Florence, Italy, 1919. Count Camillo Negroni is sitting at the bar of the Caffe Casoni on a hot day, cooling off with his favorite aperitivo, the Americano – a refreshing mix of Campari, soda water, sweet vermouth, and a lemon wedge. It’s been a tough day and he’s looking to take the edge off. He asks the barman, Forsco Scarselli, to strengthen the drink a bit. Scarselli pours him another, this time replacing the soda water with gin and the lemon wedge with an orange peel.

The classic Negroni cocktail was born; and it became a big hit, with Italians flocking to Caffe Casoni to order one for themselves. The Negroni family even founded a distillery in Treviso and produced a ready-made version of the cocktail, which they sold as Antico Negroni 1919.

The aperitivo is an integral part of an Italian’s day. This pre- or post-dinner light cocktail is a traditional part of Italian culture. In Italy, it’s considered to be a bit of a grandpa drink. In America, however, it is a hugely popular drink that has fueled through-the-roof sales of Campari. To capitalize on its popularity, Campari created its own batch-made and bottled Negroni. Their bottled aperitivo is made with a London dry gin (which originates from a non-disclosed distillery) and Cinzano sweet vermouth (another Campari brand).

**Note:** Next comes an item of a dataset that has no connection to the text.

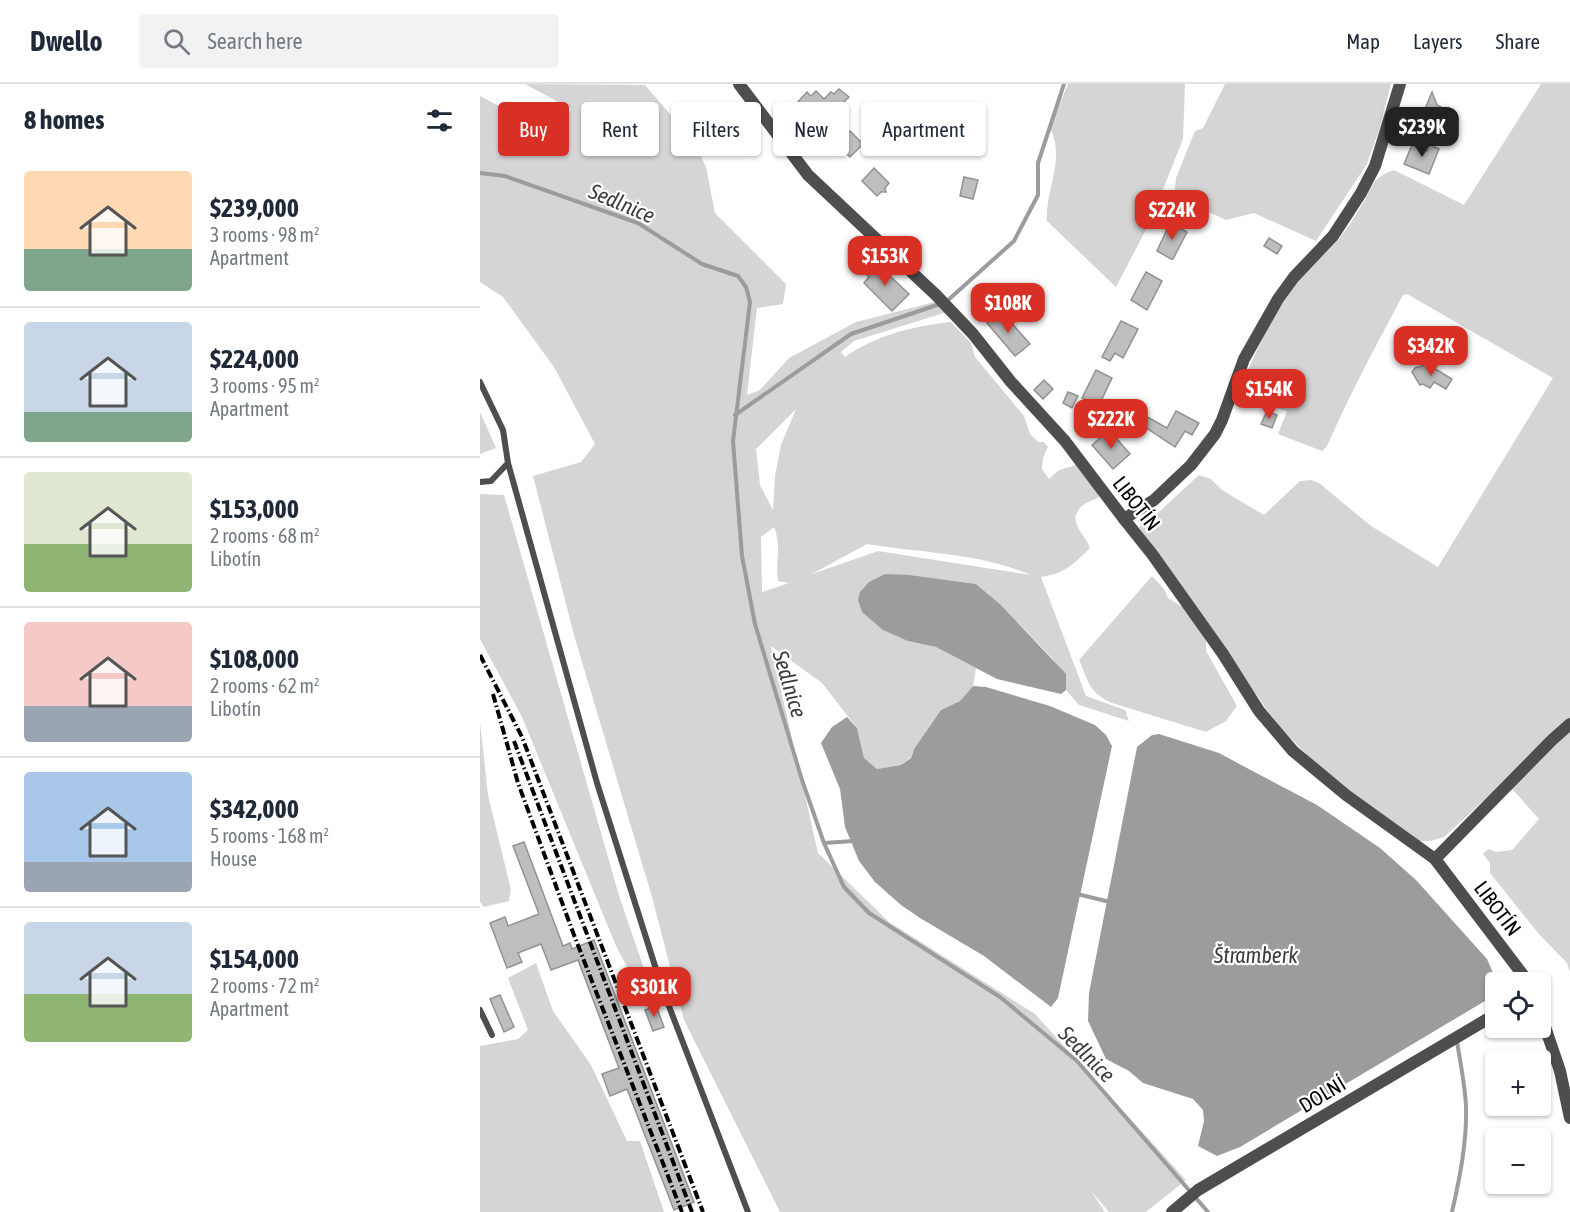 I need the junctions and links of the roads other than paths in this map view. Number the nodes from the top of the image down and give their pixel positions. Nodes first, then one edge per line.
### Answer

Campari’s bottled Negroni is just okay. I honestly wouldn’t recommend buying it for yourself. Besides, the ingredients are easy enough to find and the drink is very easy to make at home.

Try This Classic Negroni Recipe

There are, of course, really interesting takes on and modifications of the Negroni. In a future post, I’ll document some of them (like the Negroni Blanco and the Negrolio). Today, though, in celebration of Negroni Week, we’re going to make the classic, traditional Negroni.

When selecting a gin, it’s best to choose one that’s going to a bold one that will stand up to bitters and vermouth. Choose one that’s resinous and juniper-forward – like a London Dry or Plymouth style gin. Tanqueray No. 10, Aviation, and Boodles are all really great options. If those gins pack too much of a punch, opt for a New Wave gin – these take off some the juniper bite and are more floral and aromatic. Hendrick’s cucumber flavors make for a complex Negroni, while the Japanese gin Suntory ROKU will result in a fine, delicate Negroni.

While there are other, more economic bitters (like Aperol and Contratto) that can be used to modify this beverage, Campari is the preferred and traditional choice.

  • 1 oz Campari
  • 1 oz Gin
  • 1 oz sweet vermouth

Pour gin, vermouth and bitters into a mixing glass. Add ice and stir until chilled. Strain into a rocks glass and garnish with an orange peel.